“Join this club! It’ll look good on your college application, and you don’t even need to do anything!” one club president shouted from behind their club table during Activities Fair, the volume of their voice competing with the clamor, candy and chaos of all the other clubs lined up through the quad.
Of everything vying for my attention at the Activities Fair—flashy posters, baked goods, even Jensen Pak ’14 dressed up as a bowl of noodles for Junior Classical League—this declaration was what ensnared me, and I’ve been thinking about it ever since.
The gimmick worked. The club’s signup sheet ran several pages, and though I’m sure some of those students were truly interested in what that club had to offer, there’s no denying that most of the signups were due to the club president’s college-friendly advertising.
Again, we had fallen into the trap of examining our lives through the lens of a college application, of participating in extracurricular activities simply because we think they will look good on our apps. I say “we” because I too signed up for this club, though I’ve been a member since last year. I thought I’d broken free of such a prescription.
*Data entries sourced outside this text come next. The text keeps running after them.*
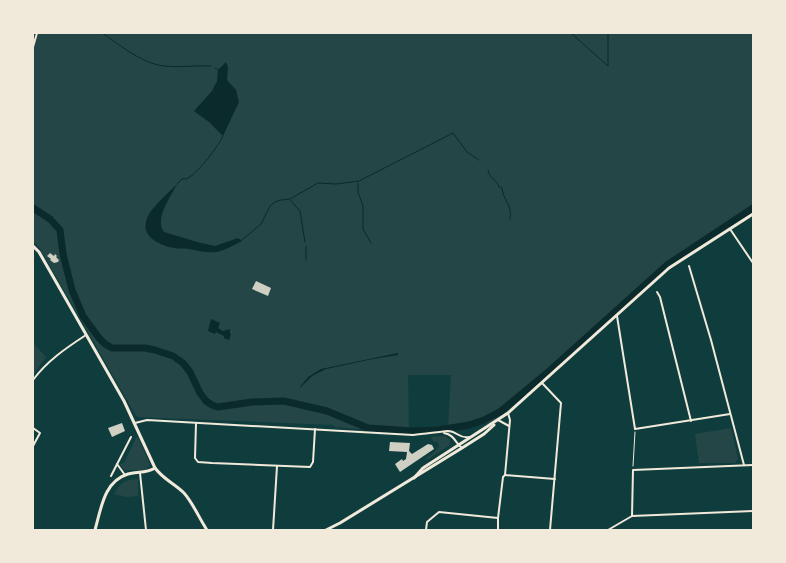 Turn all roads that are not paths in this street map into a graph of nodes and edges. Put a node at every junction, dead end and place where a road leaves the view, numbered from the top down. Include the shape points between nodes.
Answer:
1 (37, 33) edge
2 (33, 47) edge
3 (753, 214) edge
4 (730, 229) junction
5 (33, 246) edge
6 (753, 263) edge
7 (689, 266) dead end
8 (657, 292) dead end
9 (617, 316) junction
10 (86, 335) junction
11 (33, 380) edge
12 (542, 382) junction
13 (508, 413) junction
14 (730, 414) junction
15 (498, 420) junction
16 (691, 421) junction
17 (135, 423) junction
18 (196, 423) junction
19 (509, 426) junction
20 (33, 428) edge
21 (315, 429) junction
22 (441, 432) junction
23 (131, 437) dead end
24 (461, 437) junction
25 (472, 437) junction
26 (462, 443) junction
27 (33, 446) edge
28 (458, 446) junction
29 (462, 448) junction
30 (117, 464) junction
31 (744, 465) junction
32 (753, 465) edge
33 (277, 466) junction
34 (155, 468) junction
35 (140, 473) junction
36 (125, 475) junction
37 (505, 475) junction
38 (111, 476) dead end
39 (414, 478) junction
40 (555, 479) junction
41 (753, 511) edge
42 (632, 516) junction
43 (498, 518) junction
44 (340, 523) junction
45 (95, 530) edge
46 (146, 530) edge
47 (207, 530) edge
48 (273, 530) edge
49 (326, 530) edge
50 (331, 530) edge
51 (426, 530) edge
52 (498, 530) edge
53 (550, 530) edge
54 (608, 530) edge

1 - 2 street
3 - 4 main road
4 - 6 street
4 - 9 main road via 669,268
5 - 10 main road via 39,252
7 - 14 street
8 - 16 street
9 - 12 main road
9 - 16 street via 635,429
10 - 11 street via 42,368
10 - 17 main road
12 - 13 main road
12 - 40 street via 561,403
13 - 15 main road
13 - 19 street
14 - 16 street
14 - 31 street
15 - 19 street
15 - 25 main road
15 - 29 main road via 484,434
17 - 18 street via 147,420
17 - 34 main road
18 - 21 street
18 - 33 street via 195,458 198,462
19 - 37 street
20 - 27 street via 40,433
21 - 22 street via 413,435
21 - 33 street via 312,466
22 - 24 street via 452,432
22 - 28 street via 453,436
23 - 30 street
24 - 25 street
24 - 26 street
25 - 26 main road
26 - 28 main road
26 - 29 street
28 - 29 street
28 - 39 main road via 423,468
29 - 39 main road
30 - 36 street
30 - 38 street
31 - 32 street
31 - 42 street via 633,470
33 - 48 street
34 - 35 main road via 147,473
34 - 47 main road via 162,477 186,495
35 - 36 main road
35 - 46 street
36 - 45 main road via 115,481 107,491
37 - 40 street
37 - 43 street
39 - 44 main road
40 - 53 street
41 - 42 street
42 - 54 street
43 - 51 street via 439,512 427,522
43 - 52 street
44 - 49 main road
44 - 50 main road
I’ve learned that dropping extracurriculars I don’t truly enjoy always ends up being a good choice, and often points me towards activities I do care about. When I decided to quit clarinet the day before ninth grade began, dropping any instrumental interest from my college app three years down the road, the space in my schedule allowed me to become a staff member of the Spectrum, which led me to the Chronicle.
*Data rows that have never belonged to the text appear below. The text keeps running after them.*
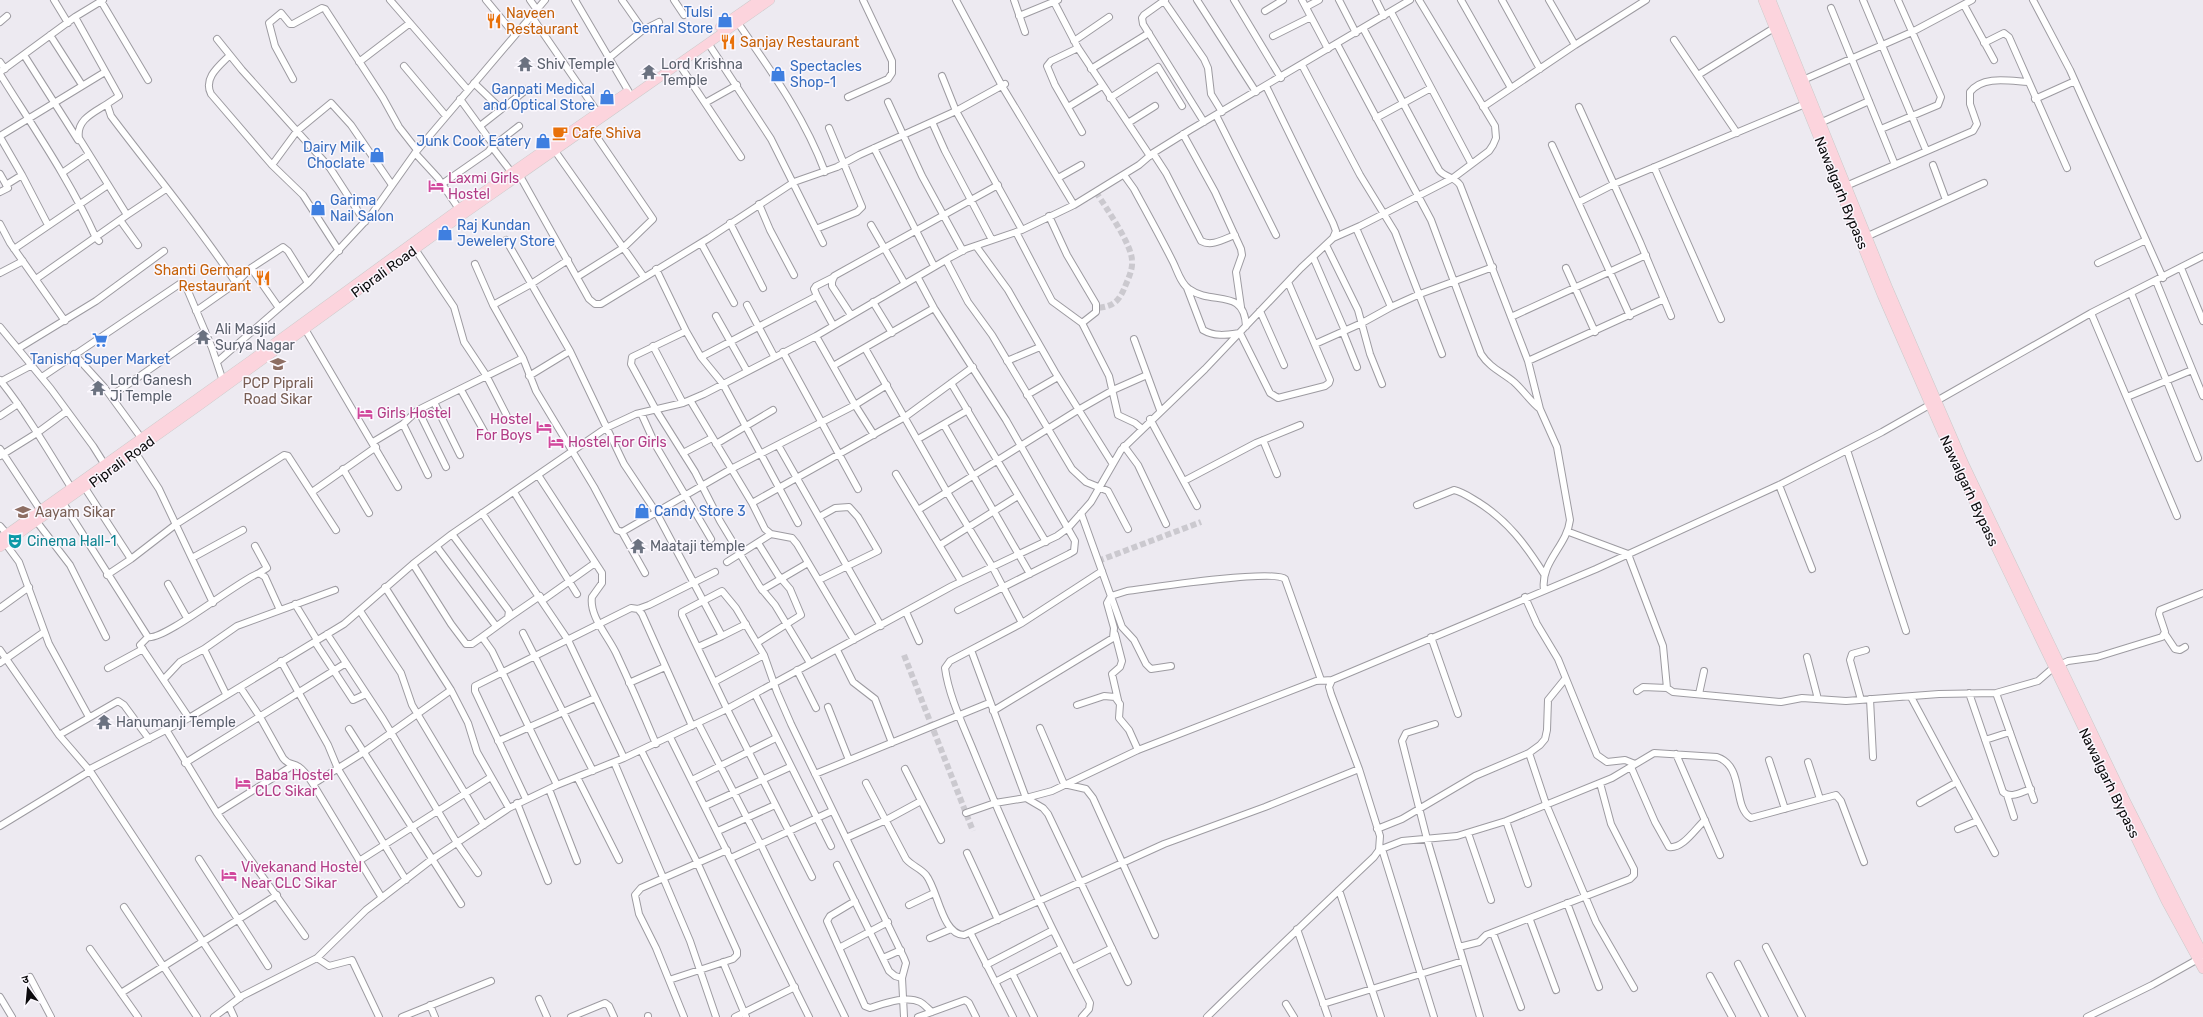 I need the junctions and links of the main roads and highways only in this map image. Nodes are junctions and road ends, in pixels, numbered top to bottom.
1 (759, 0) edge
2 (770, 0) edge
3 (1763, 0) edge
4 (1771, 0) edge
5 (516, 175) junction
6 (1933, 402) junction
7 (3, 541) edge
8 (2201, 956) edge
9 (2203, 969) edge

1 - 5 main road
2 - 5 main road, Piprali Road
3 - 6 main road, Nawalgarh Bypass
4 - 6 main road, Nawalgarh Bypass
5 - 7 main road
5 - 7 main road, Piprali Road
6 - 8 main road, Nawalgarh Bypass
8 - 9 main road, Nawalgarh Bypass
Even though I now enjoy what I do outside of my academic curriculum, I’m still tempted to sign up for clubs like the unidentified one above and include them in a college application as if that will increase their value—even if they don’t belong there.
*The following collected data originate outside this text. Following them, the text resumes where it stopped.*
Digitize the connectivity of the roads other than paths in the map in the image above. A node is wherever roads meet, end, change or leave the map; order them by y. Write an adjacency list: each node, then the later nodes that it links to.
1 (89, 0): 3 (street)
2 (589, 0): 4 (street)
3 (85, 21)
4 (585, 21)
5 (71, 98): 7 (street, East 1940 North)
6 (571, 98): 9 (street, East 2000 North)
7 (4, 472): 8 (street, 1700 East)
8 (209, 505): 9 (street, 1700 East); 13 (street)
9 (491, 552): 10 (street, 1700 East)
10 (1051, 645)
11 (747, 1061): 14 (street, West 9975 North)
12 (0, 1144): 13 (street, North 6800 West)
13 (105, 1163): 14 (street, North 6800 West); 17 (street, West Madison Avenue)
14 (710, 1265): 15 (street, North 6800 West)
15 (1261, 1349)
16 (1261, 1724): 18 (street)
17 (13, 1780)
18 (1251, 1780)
Just a few days before the Activities Fair, I had remarked, only semi-jokingly, “Long-distance relationships should count as an extracurricular.” My girlfriend probably didn’t appreciate her reduction to another meaningless detail on my future college app, but I couldn’t take the remark back.
Once again I was looking through that lens, thinking about my life not on its own terms but on how every last piece of it could be taken apart to prove my character and desirability to a college.
Leading our lives and plotting our extracurriculars for maximum appeal to colleges isn’t what they want from us. More importantly, it’s not what we should want from ourselves.
Quit the club that looks good on a college application still two years away. Take off the college app glasses that distort your vision. Consider stopping by the club that intrigued you but seemed to have no cachet whatsoever. If it truly interests you, that is cachet. Or, let’s go back to that club, the one from the beginning, the one that was advertised to you as looking great on your college application. So maybe you signed up for it for that reason, and maybe it really will raise the eyebrows of an admissions officer or two. That’s not the right reason to attend the club’s first meeting, but try it out anyway. Maybe you’ll end up liking it not for its college value but for its intrinsic value. And when you list it on your college application, how good it looks there won’t even cross your mind.